Devanna is a bit surprised that – at my advanced age – I know anything at all about Creedence, or any other musicians you might call “cool.” And I’m a bit surprised that an 11-year-old is into all that great music from the 60’s and 70’s. But we grin at each other and keep belting. I Heard It Through The Grapevine. Which, as a former newsman, I’ve always considered a perfectly good way of disseminating information, especially when it comes to being jilted by your honey.
I tell Devanna that my musical tastes gallop off in a thousand directions at once. I love and appreciate rock, country, folk, classical, jazz, gospel, anything that has good lyrics and a decent melody and beat. I’m partial to Fleetwood Mac and the New York Philharmonic, Willie Nelson and Thelonious Monk. My automobile is pretty much basic transportation, but it does, by golly, have satellite radio.
Where did this musical eclecticism come from? I’d say it began with my grandmother, Mama Cooper, who was a piano teacher in my Alabama hometown. When I was old enough to sit on the bench of the Story & Clark in her parlor, she started teaching me. I stayed with it until I was old enough to chase girls, but by then, I knew the basics of how notes go together to make a composition, which key had three flats, and how 4/4 time differed from ¾. And I had a growing notion that you didn’t have to be stuffy about your tastes, that there was all sorts of good music out there, in all sorts of genres.
My immediate family enjoyed music. Mother played the piano, Dad had a nice baritone voice, and on family trips, they and we four kids sang a lot. Down By The Old Mill Stream, Where I First Met You, With Your Eyes So Blue, Dressed In Gingham Too, etc. etc. I played baritone sax in the high school band and sang in the choir at Elba Methodist. And I launched my broadcasting career as a teenage disc jockey at WELB, the Mighty 1350, playing everything from Ray Charles to The Florida Boys. After that, I disc jockeyed my way through college in Tuscaloosa.
Fast forward to 2002, when I had an idea for a story that seemed to work best on a live stage. Not only that, I started hearing original songs in my head, and they seemed to play a central role in telling the story. And so “Crossroads” was born. I remembered enough of those basics from Mama Cooper’s piano lessons to put notes on paper and flesh out the words and melodies. A fantastic composer, Bill Harbinson, took my hen scratching and turned it into a wonderful musical score.

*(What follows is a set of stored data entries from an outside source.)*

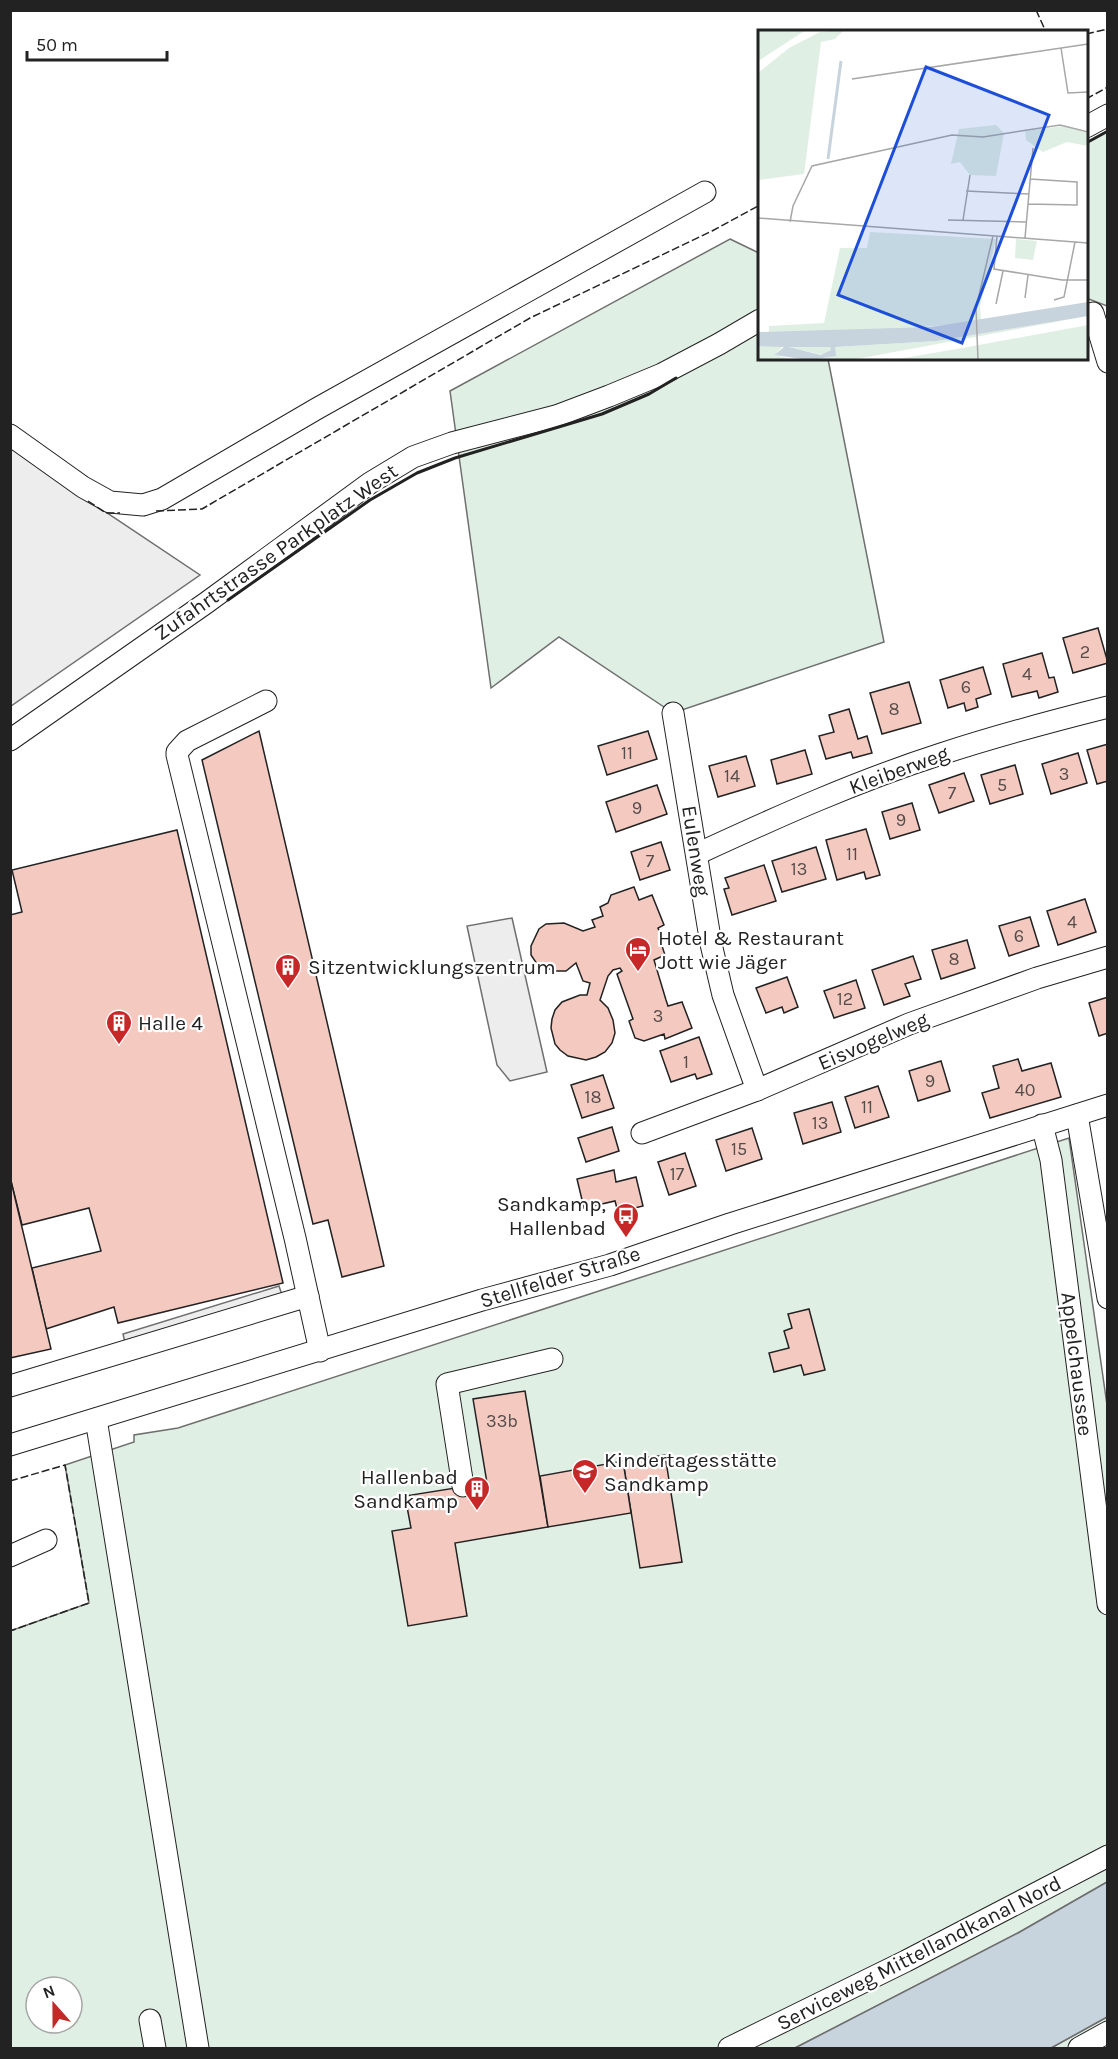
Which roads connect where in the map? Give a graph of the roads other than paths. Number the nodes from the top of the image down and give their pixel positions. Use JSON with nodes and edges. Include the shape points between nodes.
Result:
{"nodes":[{"id":1,"x":1107,"y":115,"type":"edge"},
{"id":2,"x":1088,"y":126,"type":"edge"},
{"id":3,"x":705,"y":192,"type":"dead end"},
{"id":4,"x":1094,"y":313,"type":"dead end"},
{"id":5,"x":758,"y":321,"type":"edge"},
{"id":6,"x":1107,"y":362,"type":"edge"},
{"id":7,"x":10,"y":435,"type":"edge"},
{"id":8,"x":266,"y":701,"type":"dead end"},
{"id":9,"x":1107,"y":707,"type":"edge"},
{"id":10,"x":673,"y":713,"type":"dead end"},
{"id":11,"x":10,"y":740,"type":"edge"},
{"id":12,"x":697,"y":854,"type":"junction"},
{"id":13,"x":1107,"y":957,"type":"edge"},
{"id":14,"x":758,"y":1090,"type":"junction"},
{"id":15,"x":1107,"y":1105,"type":"edge"},
{"id":16,"x":1077,"y":1115,"type":"junction"},
{"id":17,"x":1042,"y":1125,"type":"junction"},
{"id":18,"x":642,"y":1133,"type":"dead end"},
{"id":19,"x":1084,"y":1154,"type":"junction"},
{"id":20,"x":1051,"y":1160,"type":"junction"},
{"id":21,"x":308,"y":1296,"type":"junction"},
{"id":22,"x":1107,"y":1298,"type":"edge"},
{"id":23,"x":320,"y":1351,"type":"junction"},
{"id":24,"x":552,"y":1359,"type":"dead end"},
{"id":25,"x":10,"y":1386,"type":"edge"},
{"id":26,"x":96,"y":1419,"type":"junction"},
{"id":27,"x":10,"y":1445,"type":"edge"},
{"id":28,"x":463,"y":1486,"type":"dead end"},
{"id":29,"x":46,"y":1540,"type":"dead end"},
{"id":30,"x":10,"y":1556,"type":"edge"},
{"id":31,"x":1107,"y":1604,"type":"edge"},
{"id":32,"x":1107,"y":1856,"type":"edge"},
{"id":33,"x":150,"y":2020,"type":"dead end"},
{"id":34,"x":1107,"y":2032,"type":"edge"},
{"id":35,"x":155,"y":2049,"type":"edge"},
{"id":36,"x":198,"y":2049,"type":"edge"},
{"id":37,"x":729,"y":2049,"type":"edge"},
{"id":38,"x":1078,"y":2049,"type":"edge"}],
"edges":[{"from":1,"to":2,"type":"street"},
{"from":3,"to":7,"type":"street","via":[[162,499],[144,505],[110,502]]},
{"from":4,"to":6,"type":"street"},
{"from":5,"to":11,"type":"street","name":"Zufahrtstrasse Parkplatz West","via":[[662,374],[609,396],[555,416],[413,457],[370,483]]},
{"from":8,"to":21,"type":"street","via":[[187,741],[177,754]]},
{"from":9,"to":12,"type":"street","name":"Kleiberweg","via":[[940,754],[782,815]]},
{"from":10,"to":12,"type":"street","name":"Eulenweg"},
{"from":12,"to":14,"type":"street","name":"Eulenweg","via":[[723,995]]},
{"from":13,"to":14,"type":"street","name":"Eisvogelweg","via":[[909,1024]]},
{"from":14,"to":18,"type":"street","name":"Eisvogelweg"},
{"from":15,"to":16,"type":"street","name":"Stellfelder Straße"},
{"from":16,"to":17,"type":"street","name":"Stellfelder Straße"},
{"from":16,"to":19,"type":"street"},
{"from":17,"to":20,"type":"street","name":"Appelchaussee"},
{"from":17,"to":23,"type":"street","name":"Stellfelder Straße","via":[[610,1265]]},
{"from":19,"to":20,"type":"street"},
{"from":19,"to":22,"type":"street"},
{"from":20,"to":31,"type":"street","name":"Appelchaussee"},
{"from":21,"to":23,"type":"street"},
{"from":21,"to":25,"type":"street"},
{"from":23,"to":26,"type":"street","name":"Stellfelder Straße"},
{"from":24,"to":28,"type":"street","via":[[447,1384]]},
{"from":26,"to":27,"type":"street","name":"Stellfelder Straße"},
{"from":26,"to":36,"type":"street"},
{"from":29,"to":30,"type":"street"},
{"from":32,"to":37,"type":"street","name":"Serviceweg Mittellandkanal Nord"},
{"from":33,"to":35,"type":"street"},
{"from":34,"to":38,"type":"street"}]}
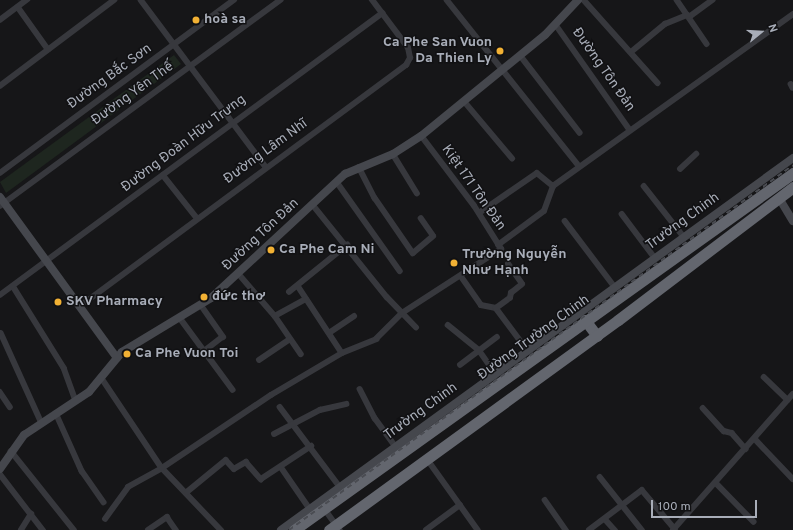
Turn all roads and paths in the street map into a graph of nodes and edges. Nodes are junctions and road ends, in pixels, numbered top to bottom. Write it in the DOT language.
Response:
graph roads {
  1 [pos="27,0"];
  2 [pos="114,0"];
  3 [pos="141,0"];
  4 [pos="234,0"];
  5 [pos="280,0"];
  6 [pos="372,0"];
  7 [pos="447,0"];
  8 [pos="578,0"];
  9 [pos="584,0"];
  10 [pos="677,0"];
  11 [pos="712,0"];
  12 [pos="18,7"];
  13 [pos="382,13"];
  14 [pos="793,14"];
  15 [pos="688,16"];
  16 [pos="0,20"];
  17 [pos="556,25"];
  18 [pos="708,44"];
  19 [pos="174,46"];
  20 [pos="48,49"];
  21 [pos="631,52"];
  22 [pos="520,55"];
  23 [pos="190,67"];
  24 [pos="501,70"];
  25 [pos="658,83"];
  26 [pos="0,86"];
  27 [pos="464,100"];
  28 [pos="233,122"];
  29 [pos="630,130"];
  30 [pos="580,133"];
  31 [pos="421,136"];
  32 [pos="393,154"];
  33 [pos="696,154"];
  34 [pos="512,158"];
  35 [pos="793,158"];
  36 [pos="579,166"];
  37 [pos="266,167"];
  38 [pos="359,167"];
  39 [pos="680,169"];
  40 [pos="0,173"];
  41 [pos="793,173"];
  42 [pos="163,175"];
  43 [pos="337,182"];
  44 [pos="553,186"];
  45 [pos="644,186"];
  46 [pos="793,187"];
  47 [pos="417,193"];
  48 [pos="778,198"];
  49 [pos="1,201"];
  50 [pos="313,205"];
  51 [pos="479,213"];
  52 [pos="622,214"];
  53 [pos="197,218"];
  54 [pos="421,219"];
  55 [pos="566,221"];
  56 [pos="793,221"];
  57 [pos="684,237"];
  58 [pos="347,245"];
  59 [pos="498,245"];
  60 [pos="655,258"];
  61 [pos="46,262"];
  62 [pos="508,264"];
  63 [pos="400,271"];
  64 [pos="238,273"];
  65 [pos="461,276"];
  66 [pos="13,286"];
  67 [pos="298,286"];
  68 [pos="615,287"];
  69 [pos="289,292"];
  70 [pos="0,295"];
  71 [pos="306,299"];
  72 [pos="201,305"];
  73 [pos="78,307"];
  74 [pos="496,308"];
  75 [pos="402,313"];
  76 [pos="275,316"];
  77 [pos="354,316"];
  78 [pos="180,318"];
  79 [pos="585,320"];
  80 [pos="448,325"];
  81 [pos="416,327"];
  82 [pos="1,333"];
  83 [pos="329,334"];
  84 [pos="597,336"];
  85 [pos="497,337"];
  86 [pos="290,338"];
  87 [pos="479,351"];
  88 [pos="528,351"];
  89 [pos="204,352"];
  90 [pos="342,353"];
  91 [pos="301,354"];
  92 [pos="117,358"];
  93 [pos="259,360"];
  94 [pos="460,365"];
  95 [pos="496,374"];
  96 [pos="764,377"];
  97 [pos="101,378"];
  98 [pos="360,389"];
  99 [pos="233,390"];
  100 [pos="0,392"];
  101 [pos="793,394"];
  102 [pos="788,400"];
  103 [pos="76,401"];
  104 [pos="346,404"];
  105 [pos="10,407"];
  106 [pos="280,407"];
  107 [pos="703,408"];
  108 [pos="56,413"];
  109 [pos="42,421"];
  110 [pos="293,422"];
  111 [pos="274,434"];
  112 [pos="755,439"];
  113 [pos="311,446"];
  114 [pos="396,447"];
  115 [pos="746,449"];
  116 [pos="11,451"];
  117 [pos="428,460"];
  118 [pos="281,467"];
  119 [pos="162,468"];
  120 [pos="0,469"];
  121 [pos="0,474"];
  122 [pos="600,477"];
  123 [pos="793,479"];
  124 [pos="716,483"];
  125 [pos="340,487"];
  126 [pos="187,492"];
  127 [pos="545,500"];
  128 [pos="104,502"];
  129 [pos="460,505"];
  130 [pos="622,505"];
  131 [pos="324,508"];
  132 [pos="310,509"];
  133 [pos="31,514"];
  134 [pos="605,518"];
  135 [pos="105,519"];
  136 [pos="754,522"];
  137 [pos="335,528"];
  138 [pos="674,529"];
  139 [pos="21,530"];
  140 [pos="43,530"];
  141 [pos="74,530"];
  142 [pos="148,530"];
  143 [pos="176,530"];
  144 [pos="221,530"];
  145 [pos="281,530"];
  146 [pos="294,530"];
  147 [pos="426,530"];
  148 [pos="478,530"];
  149 [pos="566,530"];
  150 [pos="589,530"];
  151 [pos="615,530"];
  152 [pos="642,530"];
  1 -- 12 [label="street"];
  2 -- 20 [label="street"];
  3 -- 19 [label="street"];
  4 -- 19 [label="street, Đường Bắc Sơn"];
  5 -- 23 [label="street, Đường Yên Thế"];
  6 -- 13 [label="street, Đường Lâm Nhĩ"];
  7 -- 24 [label="street"];
  8 -- 17 [label="street, Đường Tôn Đản"];
  9 -- 21 [label="street, Đường Tôn Đản"];
  10 -- 15 [label="street"];
  11 -- 15 [label="street"];
  12 -- 16 [label="street"];
  12 -- 20 [label="street"];
  13 -- 28 [label="street, Đường Đoàn Hữu Trưng"];
  13 -- 37 [label="street, Đường Lâm Nhĩ"];
  14 -- 29 [label="street"];
  15 -- 18 [label="street"];
  15 -- 21 [label="street"];
  17 -- 22 [label="street, Đường Tôn Đản"];
  17 -- 29 [label="street, Đường Tôn Đản"];
  19 -- 23 [label="street"];
  19 -- 40 [label="street, Đường Bắc Sơn"];
  20 -- 26 [label="street"];
  21 -- 25 [label="street, Đường Tôn Đản"];
  22 -- 24 [label="street, Đường Tôn Đản"];
  22 -- 30 [label="street"];
  23 -- 28 [label="street"];
  23 -- 49 [label="street, Đường Yên Thế"];
  24 -- 27 [label="street, Đường Tôn Đản"];
  24 -- 36 [label="street"];
  27 -- 31 [label="street, Đường Tôn Đản"];
  27 -- 34 [label="street"];
  28 -- 37 [label="street"];
  28 -- 42 [label="street, Đường Đoàn Hữu Trưng"];
  29 -- 36 [label="street"];
  31 -- 32 [label="street, Đường Tôn Đản"];
  31 -- 51 [label="street, Kiệt 171 Tôn Đản"];
  32 -- 38 [label="street, Đường Tôn Đản"];
  32 -- 47 [label="street"];
  33 -- 39 [label="street"];
  35 -- 57 [label="street, Trường Chinh"];
  36 -- 44 [label="street"];
  37 -- 53 [label="street, Đường Lâm Nhĩ"];
  38 -- 43 [label="street, Đường Tôn Đản"];
  38 -- 54 [label="street"];
  41 -- 79 [label="highway, Đường Trường Chinh"];
  42 -- 53 [label="street"];
  42 -- 61 [label="street, Đường Đoàn Hữu Trưng"];
  43 -- 50 [label="street, Đường Tôn Đản"];
  43 -- 63 [label="street"];
  44 -- 51 [label="street"];
  44 -- 59 [label="street"];
  45 -- 57 [label="street"];
  46 -- 48 [label="highway"];
  48 -- 56 [label="street"];
  48 -- 84 [label="highway"];
  49 -- 61 [label="street"];
  50 -- 58 [label="street"];
  50 -- 64 [label="street, Đường Tôn Đản"];
  51 -- 59 [label="street, Kiệt 171 Tôn Đản"];
  52 -- 60 [label="street"];
  53 -- 73 [label="street, Đường Lâm Nhĩ"];
  55 -- 68 [label="street"];
  57 -- 60 [label="street, Trường Chinh"];
  58 -- 67 [label="street"];
  58 -- 75 [label="street"];
  59 -- 65 [label="street, Kiệt 171 Tôn Đản"];
  60 -- 68 [label="street, Trường Chinh"];
  61 -- 66 [label="street, Đường Đoàn Hữu Trưng"];
  61 -- 73 [label="street"];
  62 -- 74 [label="street"];
  64 -- 72 [label="street, Đường Tôn Đản"];
  64 -- 76 [label="street"];
  65 -- 74 [label="street"];
  65 -- 75 [label="street, Kiệt 171 Tôn Đản"];
  66 -- 70 [label="street, Đường Đoàn Hữu Trưng"];
  66 -- 103 [label="street"];
  67 -- 69 [label="street"];
  67 -- 71 [label="street"];
  68 -- 88 [label="street, Trường Chinh"];
  71 -- 76 [label="street"];
  71 -- 83 [label="street"];
  72 -- 78 [label="street, Đường Tôn Đản"];
  72 -- 89 [label="street"];
  73 -- 92 [label="street"];
  74 -- 88 [label="street"];
  75 -- 81 [label="street"];
  75 -- 90 [label="street, Kiệt 171 Tôn Đản"];
  76 -- 86 [label="street"];
  77 -- 83 [label="street"];
  78 -- 89 [label="street"];
  78 -- 92 [label="street, Đường Tôn Đản"];
  79 -- 84 [label="highway"];
  79 -- 131 [label="highway, Đường Trường Chinh"];
  80 -- 87 [label="street, Đường Trường Chinh"];
  82 -- 109 [label="street"];
  83 -- 90 [label="street"];
  84 -- 117 [label="highway"];
  85 -- 87 [label="street, Đường Trường Chinh"];
  86 -- 91 [label="street"];
  86 -- 93 [label="street"];
  87 -- 94 [label="street, Đường Trường Chinh"];
  87 -- 95 [label="street, Đường Trường Chinh"];
  88 -- 95 [label="street, Trường Chinh"];
  89 -- 99 [label="street"];
  90 -- 119 [label="street, Kiệt 171 Tôn Đản"];
  92 -- 97 [label="street, Đường Tôn Đản"];
  95 -- 114 [label="street, Trường Chinh"];
  96 -- 102 [label="street"];
  97 -- 103 [label="street, Đường Tôn Đản"];
  97 -- 119 [label="street"];
  98 -- 114 [label="street"];
  100 -- 105 [label="street"];
  101 -- 102 [label="street"];
  102 -- 112 [label="street"];
  103 -- 108 [label="street, Đường Tôn Đản"];
  104 -- 110 [label="street"];
  106 -- 110 [label="street"];
  107 -- 115 [label="street"];
  108 -- 109 [label="street, Đường Tôn Đản"];
  108 -- 128 [label="street"];
  109 -- 116 [label="street, Đường Tôn Đản"];
  110 -- 111 [label="street"];
  110 -- 113 [label="street"];
  112 -- 115 [label="street"];
  112 -- 123 [label="street"];
  113 -- 118 [label="street"];
  113 -- 125 [label="street"];
  114 -- 125 [label="street, Trường Chinh"];
  115 -- 124 [label="street"];
  116 -- 120 [label="street, Đường Tôn Đản"];
  116 -- 141 [label="street"];
  117 -- 129 [label="street"];
  117 -- 137 [label="highway"];
  118 -- 126 [label="street"];
  118 -- 132 [label="street"];
  119 -- 126 [label="street"];
  119 -- 135 [label="street, Kiệt 171 Tôn Đản"];
  121 -- 133 [label="street"];
  122 -- 130 [label="street"];
  124 -- 136 [label="street"];
  124 -- 138 [label="street"];
  125 -- 132 [label="street, Trường Chinh"];
  126 -- 144 [label="street"];
  127 -- 149 [label="street"];
  129 -- 147 [label="street"];
  129 -- 148 [label="street"];
  130 -- 134 [label="street"];
  130 -- 138 [label="street"];
  130 -- 152 [label="street"];
  131 -- 137 [label="street"];
  131 -- 146 [label="highway, Đường Trường Chinh"];
  132 -- 145 [label="street, Trường Chinh"];
  133 -- 139 [label="street"];
  133 -- 140 [label="street"];
  134 -- 150 [label="street"];
  134 -- 151 [label="street"];
  142 -- 143 [label="street"];
}
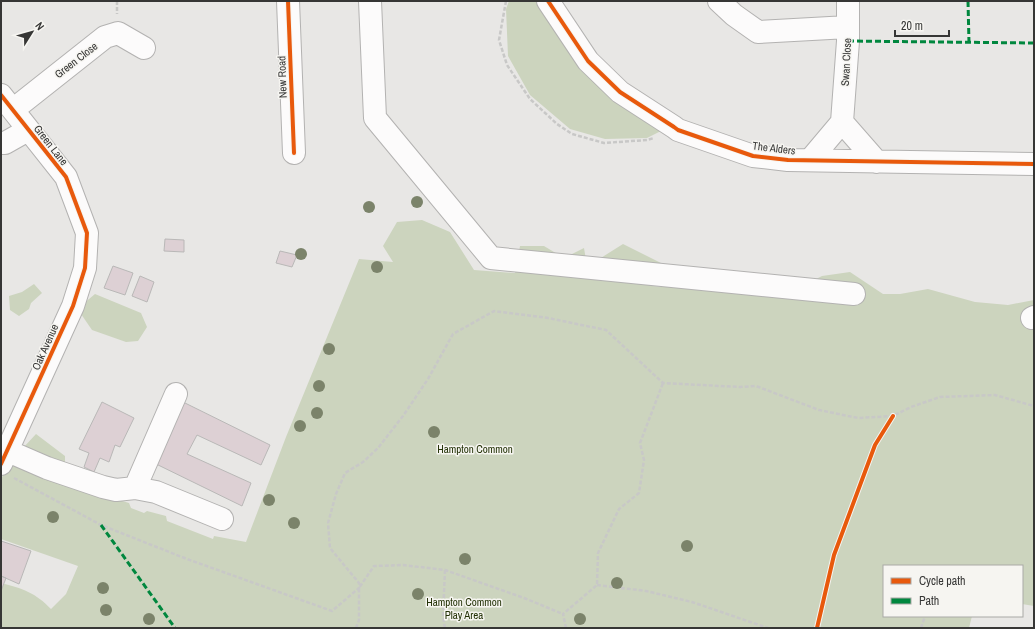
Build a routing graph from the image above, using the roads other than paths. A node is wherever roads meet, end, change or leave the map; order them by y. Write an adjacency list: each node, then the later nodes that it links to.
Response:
1 (288, 1): 12 (street, New Road)
2 (370, 1): 17 (street)
3 (548, 1): 13 (street, The Alders)
4 (719, 1): 6 (street)
5 (848, 1): 6 (street, Swan Close)
6 (848, 27): 9 (street, Swan Close)
7 (144, 48): 8 (street, Green Close)
8 (7, 102): 10 (street, Green Lane)
9 (842, 122): 13 (street); 14 (street)
10 (28, 130): 11 (street); 16 (street, Green Lane)
11 (1, 143)
12 (294, 153)
13 (810, 160): 14 (street, The Alders)
14 (877, 162): 15 (street, The Alders)
15 (1034, 164)
16 (87, 233): 19 (street, Oak Avenue)
17 (854, 294)
18 (176, 394): 20 (street)
19 (4, 460): 20 (street)
20 (135, 488): 21 (street)
21 (222, 519)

The play sold out 26 performances at a professional theatre in Blowing Rock, North Carolina and launched my career as a playwright. Seven other plays followed, one of them another musical, “The Christmas Bus.” They’ve all been published and are performed by theatres across the country.
So yes, Devanna, I know a little bit about a lot of music. Enough, you might say, to be dangerous. I can sing the chorus to Bad Moon Risin’ and I can hum the melody to Symphony Pathetique. It’s all in my head and it enriches my life in ways more numerous than I can count. It can summon all of the human emotions, and maybe some I never imagined before. I recommend it as an essential part of the human experience.
Thank you, Mama Cooper. And thanks, too, to Creedence.